Revisiting Adversarial Training for ImageNet: Architectures, Training and Generalization across Threat Models
This work addresses the robustness of deep learning models on ImageNet for researchers and practitioners, but it is incremental as it builds on existing adversarial training methods with architectural tweaks.
The paper tackles the problem of adversarial training on ImageNet by comparing ViTs and ConvNeXts, finding that minor architectural changes like replacing PatchStem with ConvStem significantly increase robustness in seen threat models and improve generalization to unseen attacks, with ConvNeXt + ConvStem achieving the most robust models and ViT + ConvStem yielding the best generalization.

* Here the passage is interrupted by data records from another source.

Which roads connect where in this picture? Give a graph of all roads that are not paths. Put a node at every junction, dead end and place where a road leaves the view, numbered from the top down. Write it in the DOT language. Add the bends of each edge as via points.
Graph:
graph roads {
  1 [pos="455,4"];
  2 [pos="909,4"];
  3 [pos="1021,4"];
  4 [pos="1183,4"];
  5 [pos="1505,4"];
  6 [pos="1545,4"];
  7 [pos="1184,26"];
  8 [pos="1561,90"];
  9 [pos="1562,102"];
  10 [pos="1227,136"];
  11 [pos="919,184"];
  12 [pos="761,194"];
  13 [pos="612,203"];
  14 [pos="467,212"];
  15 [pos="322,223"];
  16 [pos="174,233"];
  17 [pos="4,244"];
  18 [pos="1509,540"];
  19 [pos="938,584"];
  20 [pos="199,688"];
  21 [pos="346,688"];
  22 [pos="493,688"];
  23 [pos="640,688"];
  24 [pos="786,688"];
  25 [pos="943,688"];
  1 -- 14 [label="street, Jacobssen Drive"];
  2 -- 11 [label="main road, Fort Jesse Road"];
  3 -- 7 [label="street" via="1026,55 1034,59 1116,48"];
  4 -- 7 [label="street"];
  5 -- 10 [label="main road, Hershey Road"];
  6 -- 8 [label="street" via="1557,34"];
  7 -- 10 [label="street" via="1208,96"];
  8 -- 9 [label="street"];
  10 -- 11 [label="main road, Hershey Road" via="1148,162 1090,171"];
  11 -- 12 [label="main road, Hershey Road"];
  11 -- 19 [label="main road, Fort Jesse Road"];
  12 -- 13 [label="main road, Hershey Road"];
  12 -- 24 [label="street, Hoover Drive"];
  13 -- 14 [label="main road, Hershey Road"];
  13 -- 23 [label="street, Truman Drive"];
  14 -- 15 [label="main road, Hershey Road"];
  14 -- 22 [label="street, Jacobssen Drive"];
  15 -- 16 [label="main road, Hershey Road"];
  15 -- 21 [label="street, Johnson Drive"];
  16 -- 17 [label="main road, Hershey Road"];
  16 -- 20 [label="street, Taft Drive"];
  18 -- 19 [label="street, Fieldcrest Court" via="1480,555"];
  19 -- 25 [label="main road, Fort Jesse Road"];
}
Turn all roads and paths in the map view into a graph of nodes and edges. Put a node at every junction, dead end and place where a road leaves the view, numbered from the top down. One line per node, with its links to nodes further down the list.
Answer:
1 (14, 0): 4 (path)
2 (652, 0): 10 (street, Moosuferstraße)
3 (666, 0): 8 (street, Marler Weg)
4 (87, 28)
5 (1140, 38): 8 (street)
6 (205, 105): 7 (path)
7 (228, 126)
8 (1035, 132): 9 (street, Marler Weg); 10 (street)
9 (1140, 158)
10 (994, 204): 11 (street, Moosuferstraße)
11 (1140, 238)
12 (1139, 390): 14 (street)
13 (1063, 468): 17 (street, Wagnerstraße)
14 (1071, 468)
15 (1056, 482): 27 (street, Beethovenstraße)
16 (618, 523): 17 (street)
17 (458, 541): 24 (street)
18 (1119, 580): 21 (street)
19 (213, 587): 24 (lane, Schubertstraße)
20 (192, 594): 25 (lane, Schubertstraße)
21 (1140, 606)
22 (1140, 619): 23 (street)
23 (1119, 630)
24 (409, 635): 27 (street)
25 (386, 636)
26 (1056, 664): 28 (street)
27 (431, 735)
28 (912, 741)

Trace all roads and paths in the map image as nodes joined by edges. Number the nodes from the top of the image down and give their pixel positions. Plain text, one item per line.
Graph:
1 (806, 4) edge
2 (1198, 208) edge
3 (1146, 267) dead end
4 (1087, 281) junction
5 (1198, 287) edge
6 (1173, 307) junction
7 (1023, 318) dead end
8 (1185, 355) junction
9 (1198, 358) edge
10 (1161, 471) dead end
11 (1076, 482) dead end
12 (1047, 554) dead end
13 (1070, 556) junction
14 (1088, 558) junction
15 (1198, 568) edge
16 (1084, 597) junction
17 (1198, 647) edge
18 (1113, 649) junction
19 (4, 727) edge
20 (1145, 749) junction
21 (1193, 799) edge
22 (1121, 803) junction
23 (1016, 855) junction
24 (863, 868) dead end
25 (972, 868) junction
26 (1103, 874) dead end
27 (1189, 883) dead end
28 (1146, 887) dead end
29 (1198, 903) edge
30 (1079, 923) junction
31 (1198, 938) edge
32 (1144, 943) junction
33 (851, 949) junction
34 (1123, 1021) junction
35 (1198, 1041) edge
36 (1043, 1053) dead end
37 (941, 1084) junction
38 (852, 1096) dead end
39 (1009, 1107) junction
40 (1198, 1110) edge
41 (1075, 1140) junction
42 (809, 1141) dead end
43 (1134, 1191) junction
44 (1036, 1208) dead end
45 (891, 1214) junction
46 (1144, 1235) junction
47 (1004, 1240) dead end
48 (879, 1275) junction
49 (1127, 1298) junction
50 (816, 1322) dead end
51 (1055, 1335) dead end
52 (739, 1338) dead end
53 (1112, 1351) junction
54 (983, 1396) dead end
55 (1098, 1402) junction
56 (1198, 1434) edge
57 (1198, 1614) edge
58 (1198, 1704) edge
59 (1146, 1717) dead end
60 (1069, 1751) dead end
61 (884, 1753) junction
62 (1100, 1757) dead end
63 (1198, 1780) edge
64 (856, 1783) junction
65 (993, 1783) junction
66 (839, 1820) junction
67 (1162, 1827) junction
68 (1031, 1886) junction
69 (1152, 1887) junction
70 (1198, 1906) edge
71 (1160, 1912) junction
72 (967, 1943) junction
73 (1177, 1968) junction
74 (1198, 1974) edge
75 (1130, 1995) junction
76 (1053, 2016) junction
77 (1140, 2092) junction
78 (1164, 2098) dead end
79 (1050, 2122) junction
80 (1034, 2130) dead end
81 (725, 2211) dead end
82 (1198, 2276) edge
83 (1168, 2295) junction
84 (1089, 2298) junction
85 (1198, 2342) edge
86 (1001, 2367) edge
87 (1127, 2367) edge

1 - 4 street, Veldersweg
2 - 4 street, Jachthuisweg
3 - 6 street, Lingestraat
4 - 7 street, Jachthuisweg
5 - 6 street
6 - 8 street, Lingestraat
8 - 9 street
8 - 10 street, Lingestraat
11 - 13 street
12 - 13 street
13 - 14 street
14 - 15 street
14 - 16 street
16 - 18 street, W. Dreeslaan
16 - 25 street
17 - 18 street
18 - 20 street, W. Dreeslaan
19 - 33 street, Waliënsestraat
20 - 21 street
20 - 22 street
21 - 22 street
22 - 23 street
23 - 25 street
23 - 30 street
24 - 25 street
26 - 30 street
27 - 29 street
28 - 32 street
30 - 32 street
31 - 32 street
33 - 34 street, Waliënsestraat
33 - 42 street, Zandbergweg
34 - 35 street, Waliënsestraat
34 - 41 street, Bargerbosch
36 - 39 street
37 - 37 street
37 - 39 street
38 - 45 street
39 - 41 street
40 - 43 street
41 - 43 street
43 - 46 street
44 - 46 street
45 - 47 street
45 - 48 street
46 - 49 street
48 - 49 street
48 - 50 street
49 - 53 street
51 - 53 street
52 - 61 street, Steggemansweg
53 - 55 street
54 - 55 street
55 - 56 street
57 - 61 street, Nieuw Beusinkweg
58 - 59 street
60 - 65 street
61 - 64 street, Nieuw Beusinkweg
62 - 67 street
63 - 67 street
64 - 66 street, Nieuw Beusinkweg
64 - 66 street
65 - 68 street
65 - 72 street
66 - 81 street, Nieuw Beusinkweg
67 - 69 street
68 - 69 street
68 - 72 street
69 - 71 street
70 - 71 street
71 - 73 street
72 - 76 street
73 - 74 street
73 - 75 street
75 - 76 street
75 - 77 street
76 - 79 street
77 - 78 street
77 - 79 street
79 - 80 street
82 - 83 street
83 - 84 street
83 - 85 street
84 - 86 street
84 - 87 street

While adversarial training has been extensively studied for ResNet architectures and low resolution datasets like CIFAR, much less is known for ImageNet. Given the recent debate about whether transformers are more robust than convnets, we revisit adversarial training on ImageNet comparing ViTs and ConvNeXts. Extensive experiments show that minor changes in architecture, most notably replacing PatchStem with ConvStem, and training scheme have a significant impact on the achieved robustness. These changes not only increase robustness in the seen $\ell_\infty$-threat model, but even more so improve generalization to unseen $\ell_1/\ell_2$-attacks. Our modified ConvNeXt, ConvNeXt + ConvStem, yields the most robust $\ell_\infty$-models across different ranges of model parameters and FLOPs, while our ViT + ConvStem yields the best generalization to unseen threat models.